But anyway, sell the drama some more, Eric. "You have no concept of how dangerous werewolves are. They're virtually silent. They have no fear of death. And when they've had a bit of our blood, their strength can be a challenge. Even for me." She thanks him for saving her life, because she has a sense of fair play sometimes, and he sort of jokes with her about sucking the bullet out of him like last time, and then they head back home.
"Do you know anyone named Jackson? It's the only thing I could make out. Maybe that's the person he's working for." Which is clearly true, and I think Eric knows that, but he plays dumb for some other reason: "Jackson is where he lives. He had a Mississippi accent, can't you people tell the difference?" In the context of the werewolf's thought-sentence, that cannot possibly be true, right Sookie? Right, Sook...? Oh, for Christ's sake.

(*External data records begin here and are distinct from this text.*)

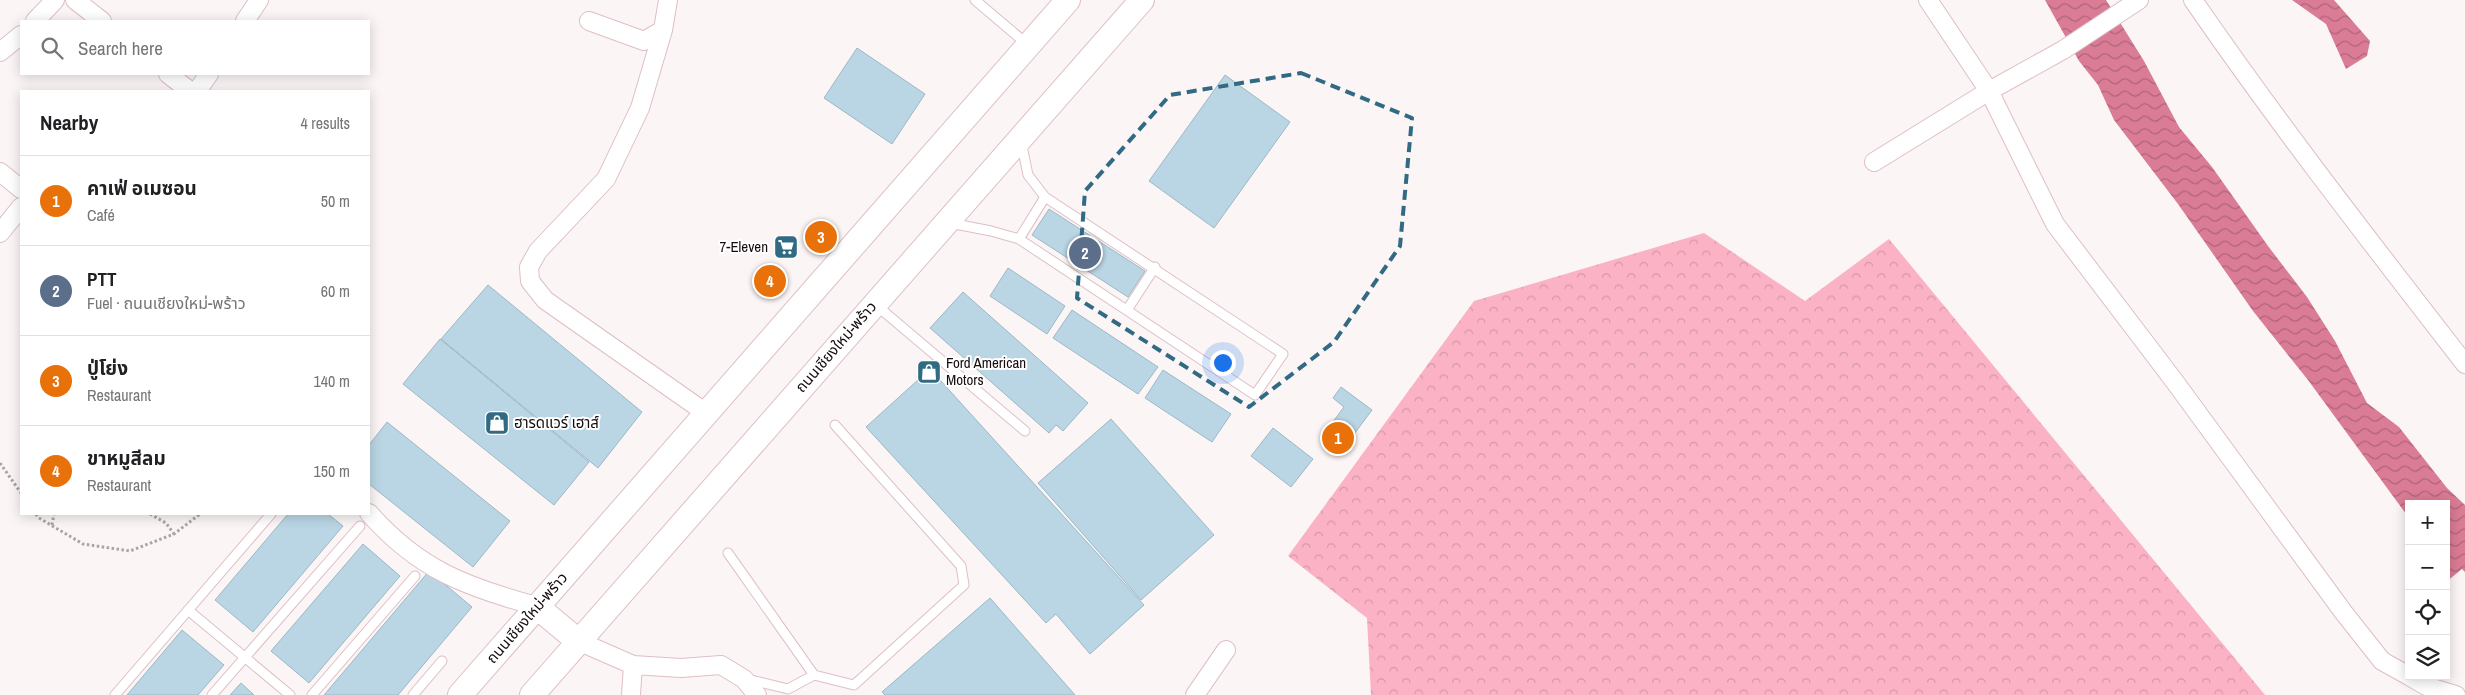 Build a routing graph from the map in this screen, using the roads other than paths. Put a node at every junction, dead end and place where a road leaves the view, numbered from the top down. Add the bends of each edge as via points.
1 (55, 0) edge
2 (75, 0) edge
3 (259, 0) edge
4 (668, 0) edge
5 (975, 0) edge
6 (1068, 0) edge
7 (1142, 0) edge
8 (1928, 0) edge
9 (2139, 0) edge
10 (2193, 0) edge
11 (36, 20) edge
12 (101, 20) edge
13 (245, 20) edge
14 (589, 21) dead end
15 (663, 30) junction
16 (20, 36) edge
17 (1028, 46) junction
18 (0, 52) edge
19 (169, 75) edge
20 (208, 75) edge
21 (189, 90) edge
22 (198, 90) edge
23 (1989, 91) junction
24 (1021, 138) junction
25 (1874, 162) dead end
26 (0, 172) edge
27 (20, 188) edge
28 (1045, 197) junction
29 (20, 208) edge
30 (946, 223) junction
31 (0, 233) edge
32 (1018, 239) junction
33 (1155, 267) junction
34 (874, 304) junction
35 (1127, 310) junction
36 (2465, 364) edge
37 (706, 414) junction
38 (835, 425) dead end
39 (1025, 431) dead end
40 (270, 515) edge
41 (364, 520) edge
42 (728, 553) dead end
43 (415, 576) dead end
44 (536, 606) junction
45 (188, 610) junction
46 (578, 641) junction
47 (1226, 650) dead end
48 (245, 657) junction
49 (442, 661) dead end
50 (633, 665) junction
51 (2405, 674) edge
52 (814, 675) junction
53 (744, 679) junction
54 (2416, 680) edge
55 (115, 695) edge
56 (212, 695) edge
57 (290, 695) edge
58 (312, 695) edge
59 (413, 695) edge
60 (460, 695) edge
61 (532, 695) edge
62 (631, 695) edge
63 (757, 695) edge
64 (1195, 695) edge
65 (2456, 695) edge

1 - 11 street
2 - 12 street
3 - 13 street
4 - 15 street
5 - 17 lane
6 - 17 main road, ถนนเชียงใหม่-พร้าว
7 - 24 main road, ถนนเชียงใหม่-พร้าว
8 - 23 street
9 - 23 street via 2063,50
10 - 36 street via 2239,68
14 - 15 street via 644,41
15 - 37 street via 640,108 606,179 538,252 529,266 530,281 545,300
16 - 18 street
17 - 37 main road, ถนนเชียงใหม่-พร้าว
19 - 21 street
20 - 22 street
23 - 25 street
23 - 51 street via 2055,224 2176,382 2344,613 2382,661
24 - 28 lane via 1028,175
24 - 30 main road, ถนนเชียงใหม่-พร้าว
26 - 27 street
28 - 32 lane
28 - 33 lane
29 - 31 street
30 - 32 lane
30 - 34 main road, ถนนเชียงใหม่-พร้าว
32 - 35 lane
33 - 35 lane
33 - 35 lane via 1283,354 1255,394
34 - 39 lane
34 - 46 main road, ถนนเชียงใหม่-พร้าว
37 - 44 main road, ถนนเชียงใหม่-พร้าว
38 - 52 lane via 961,566 964,585 854,685
40 - 45 lane
41 - 44 street via 424,562 464,584
41 - 48 lane
42 - 52 lane
43 - 58 lane
44 - 46 main road
44 - 60 main road, ถนนเชียงใหม่-พร้าว
45 - 48 lane
45 - 55 lane
46 - 50 street
46 - 61 main road, ถนนเชียงใหม่-พร้าว
47 - 64 street
48 - 56 lane
48 - 57 lane
49 - 59 lane
50 - 53 street via 681,668 721,665
50 - 62 street
52 - 53 lane via 788,689
53 - 63 street
54 - 65 street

"Oh my God he's from Jackson? Do you think that's where Bill is? Eric, we have to go! Like yesterday!"
Eric says some very true, very stupid things -- "The problems of the world consist of more than finding your missing boyfriend" and "You shouldn't go by yourself" -- that you should never say to Sookie Stackhouse. Either she will literally not hear them, or she will do the opposite thing. ("So what you're saying is, I need to drive to Jackson right now and find Bill, or else the world will end, and it's everybody's responsibility on this planet to help me do that. Am I correct? Is that what you are saying?")
Eric fails to trip her up with the first seventeen logical things he says, but by the time they reach her porch, he's gotten her: If you're looking to rescue a vampire, you should do so by cover of night. "Fine. I'll leave tomorrow. But I have to go! Bill would do it for me!" Yeah, Eric thinks: That's why you two are so fucking obnoxious. She asks if he can come save her, if she gets into Mississippi trouble, and he says that probably he cannot zoom that fast. You know Sookie is like, "Well. We'll see about that."
There is something going on in the area of groins. I don't understand it. The groins in question belong to Tara Thornton and Franklin Mott, who got all horned up last night beating some hicks and then repaired to a motel, where something groin-related started happening. He doesn't seem to be moving around a whole lot, and the fangs are out, and her eyes are rolling back in her head... I think it's some kind of vampire tantra that we could have just imputed based on the last two seasons, but because we are gross, we thought it was because they came V. Anyway, I don't know what you guys do in bed. Maybe this is normal. It looks like particularly difficult Pilates.